Cio grinste. „Aber auch nur, weil sie dir gesagt hat, dass deine Frisur komisch aussieht.“
Sofort strich Ayden sich über sein Haar, und machte ein finsteres Gesicht. „Nein, ich finde sie einfach nur seltsam.“
„Aber sicher doch“, spottete Cio.
Ayden richtete seinen Blick auf mich. „Sie ist deine Cousine, das heißt, dass ich … also, bin ich mit ihr verwand?“
„Du meinst, ob sie auch deine Cousine ist?“ Ich schüttelte den Kopf. „Nein. Sie ist nur vom Sagen her meine Cousine. Mein Onkel, und meine Tante haben sie Adoptiert als sie noch klein war. Und, naja, sie sind auch nicht wirklich mein Onkel, und meine Tante. Das ist ein bisschen Kompliziert.“
Weder Cio noch Ayden schien das zu verstehen, aber ich hatte jetzt auch leine Lust das nähr zu erklären. Den Kern der Frage hatte ich beantwortet, Alina war weder mit mir noch mit ihm Blutsverwandt.
Ein paar Drachen kamen uns geschäftig entgegen, und verschwanden gleich darauf in der Hauptzentrale. Um diese Zeit war hier immer viel los. Es schien, als gäbe es immer reichlich zu tun.
Mitten beim Laufen drehte Cio sich zu mir um, und legte den Rückwärtsgang ein – na hoffentlich knallte er nicht mir jemand zusammen. „Wie alt bist du heute eigentlich geworden?“
„Neunzehn.“
„Neunzehn?“ Er pfiff durch die Zähne. „Dann bist du ja älter als ich.“
Ach ja? „Wieso? Wie alt bist du denn?“
„Ich bin seit zwei Monaten stolze achtzehn, also noch jung und knackig, wohingegen du jetzt schon zur Antike gehörst.“
Das brachte ihm einen giftigen Blick ein.
„Aber hey, alt sein ist nicht schlimm, da kann man mit seiner Erfahrung aufwarten.“ Er zwinkerte mir zu. „Erfahrende Frauen haben auch was für sich.“
Was konnte ich an der Stelle noch anderes tun als die Augen zu verdrehen? Genau, gar nichts.
„Als wenn du da mitreden könntest“, kam es da von Ayden.

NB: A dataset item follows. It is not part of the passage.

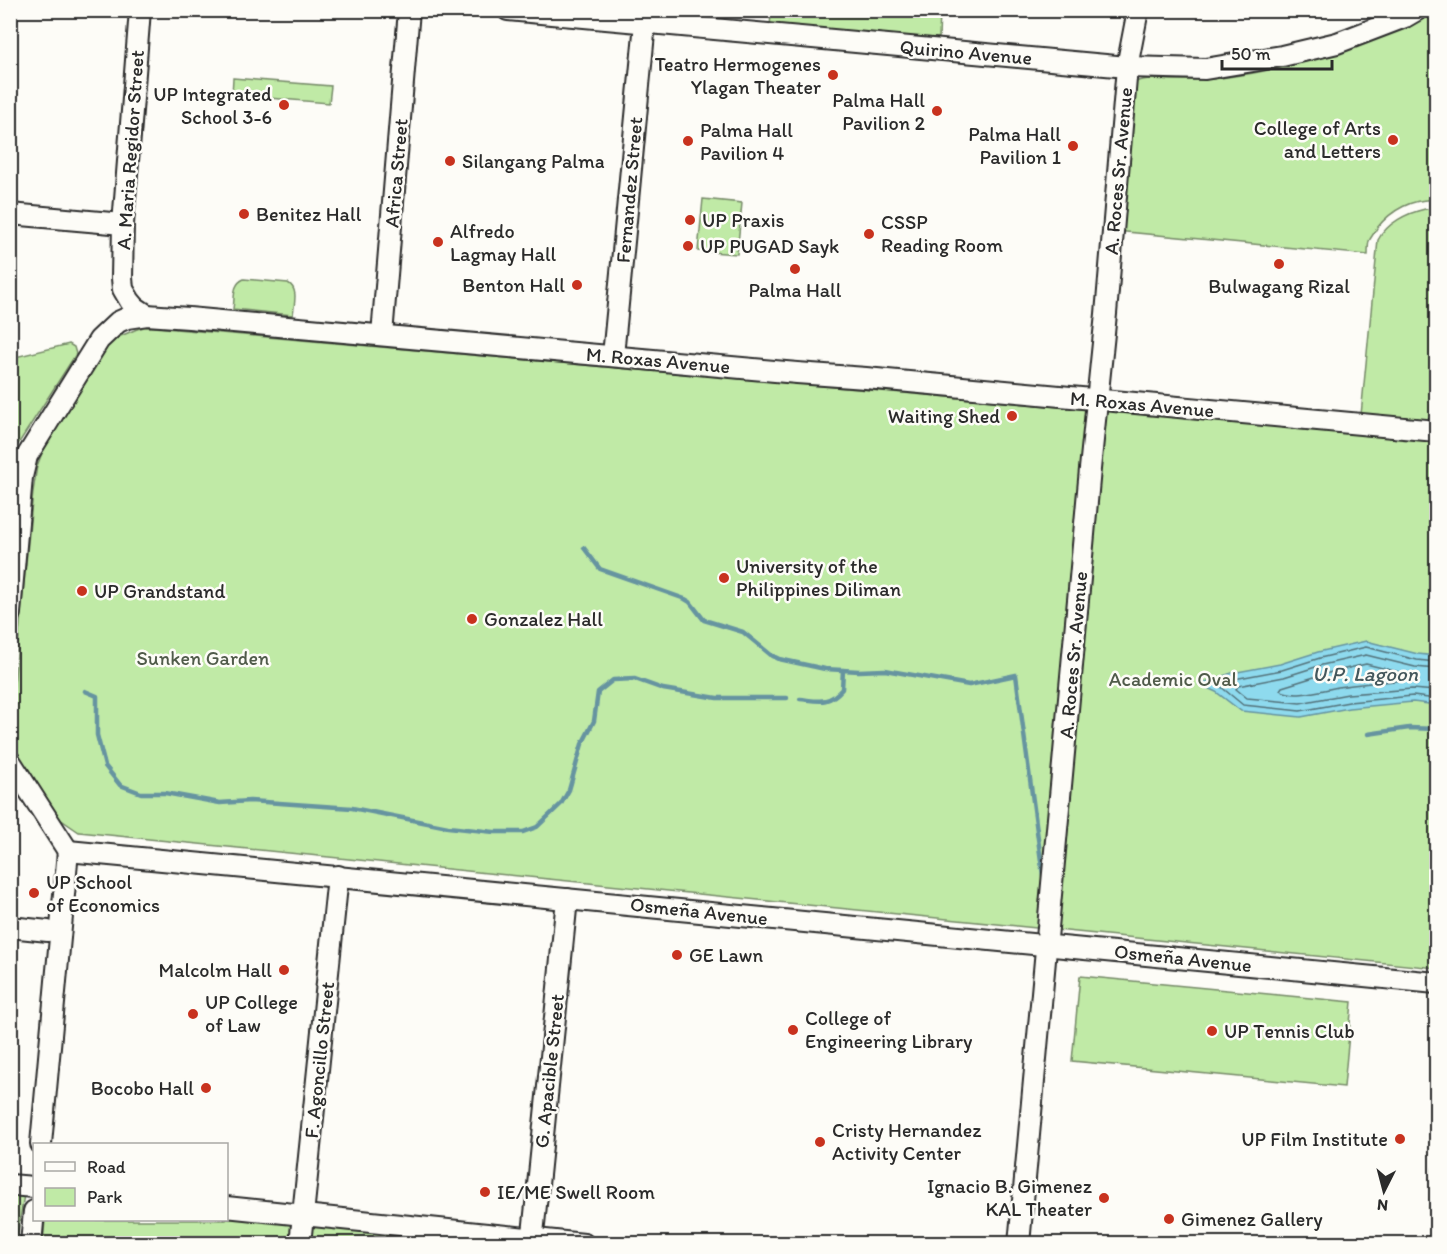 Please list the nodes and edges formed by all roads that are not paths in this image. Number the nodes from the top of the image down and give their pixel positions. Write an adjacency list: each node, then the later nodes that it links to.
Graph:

„Das hab ich nie behauptet. Ich rede hier aus
deinem
Erfahrungsschatz.“ Cio ging ein paar Schritte vor, um mit die Tür aufzuhalten.
Ich nuschelte nur ein „Danke“, und huschte dann eilig an ihm vorbei. Dabei konnte ich nichts dagegen tun, dass mein Blick in die Richtung schnellte, in der ich in der Nacht auf Iesha getroffen war, und meine Stirn bei der Erinnerung wieder anfing unangenehm zu prickeln.
Als Cio dann vor Ayden aus dem HQ trat, machte ich eilig ein paar Schritte zur Seite, weg von ihm. Es war mir klar dass es sehr unwahrscheinlich war, dass Iesha genau in diesem Moment auftauchen würde, aber ich wollte nichts riskieren. Lieber hielt ich Abstand, als noch mal so etwas zu erleben.